[MATERIAL PROVIDED]

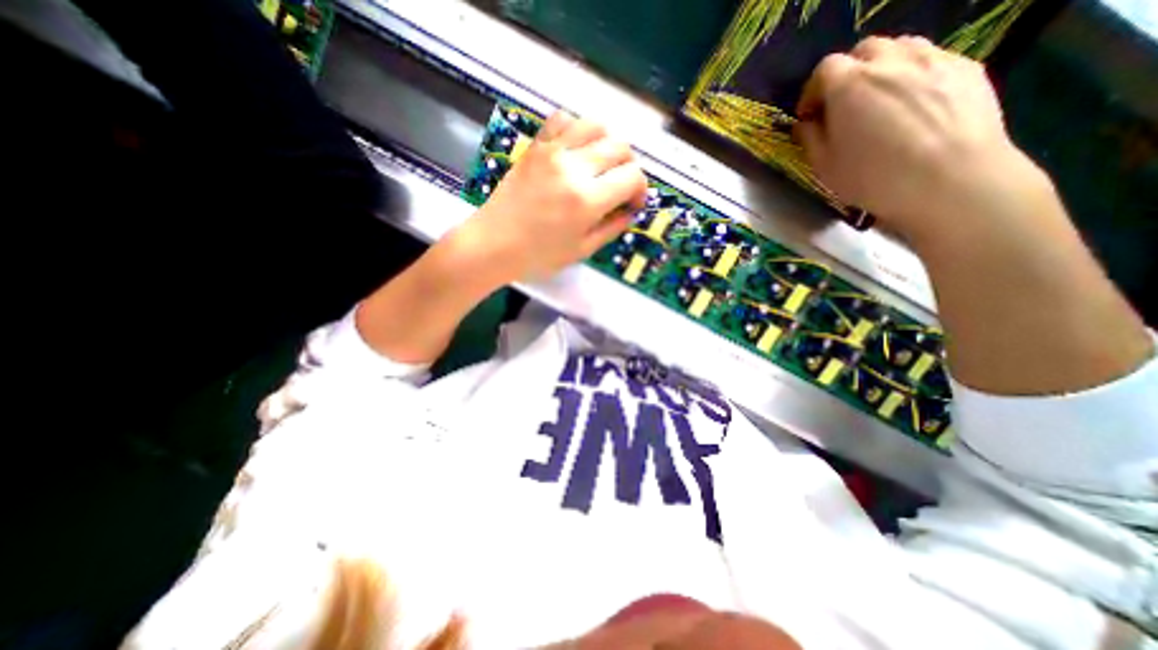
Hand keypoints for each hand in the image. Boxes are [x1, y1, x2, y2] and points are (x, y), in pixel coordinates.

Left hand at [455, 112, 649, 282]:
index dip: (641, 189)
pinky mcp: (536, 147)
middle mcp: (574, 168)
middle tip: (621, 185)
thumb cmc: (538, 255)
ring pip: (595, 125)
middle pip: (620, 147)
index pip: (632, 177)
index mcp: (588, 199)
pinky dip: (577, 129)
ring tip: (602, 163)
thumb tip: (631, 212)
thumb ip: (612, 228)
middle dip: (629, 165)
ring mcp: (553, 152)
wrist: (494, 243)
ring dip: (608, 142)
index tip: (634, 203)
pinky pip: (562, 120)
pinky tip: (576, 148)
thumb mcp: (582, 250)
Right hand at [798, 34, 1051, 245]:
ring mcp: (934, 59)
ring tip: (880, 101)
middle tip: (844, 105)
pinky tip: (914, 106)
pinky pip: (931, 60)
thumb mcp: (825, 166)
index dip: (812, 91)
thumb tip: (806, 124)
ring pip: (901, 48)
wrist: (950, 181)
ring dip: (882, 69)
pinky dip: (914, 75)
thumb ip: (810, 138)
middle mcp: (891, 61)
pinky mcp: (967, 67)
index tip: (810, 115)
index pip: (824, 69)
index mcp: (850, 85)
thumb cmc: (874, 178)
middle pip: (864, 50)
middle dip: (848, 73)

[/MATERIAL PROVIDED]

**WORK TO COMPLETE**
Print the line with "middle tip: (844, 105)" and every line after it in the entries above, exactly as written. Leave out all other lines.

**SOLUTION**
middle tip: (844, 105)
pinky tip: (914, 106)
pinky pip: (931, 60)
thumb mcp: (825, 166)
index dip: (812, 91)
thumb tip: (806, 124)
ring pip: (901, 48)
wrist: (950, 181)
ring dip: (882, 69)
pinky dip: (914, 75)
thumb ip: (810, 138)
middle mcp: (891, 61)
pinky mcp: (967, 67)
index tip: (810, 115)
index pip: (824, 69)
index mcp: (850, 85)
thumb cmc: (874, 178)
middle pip: (864, 50)
middle dip: (848, 73)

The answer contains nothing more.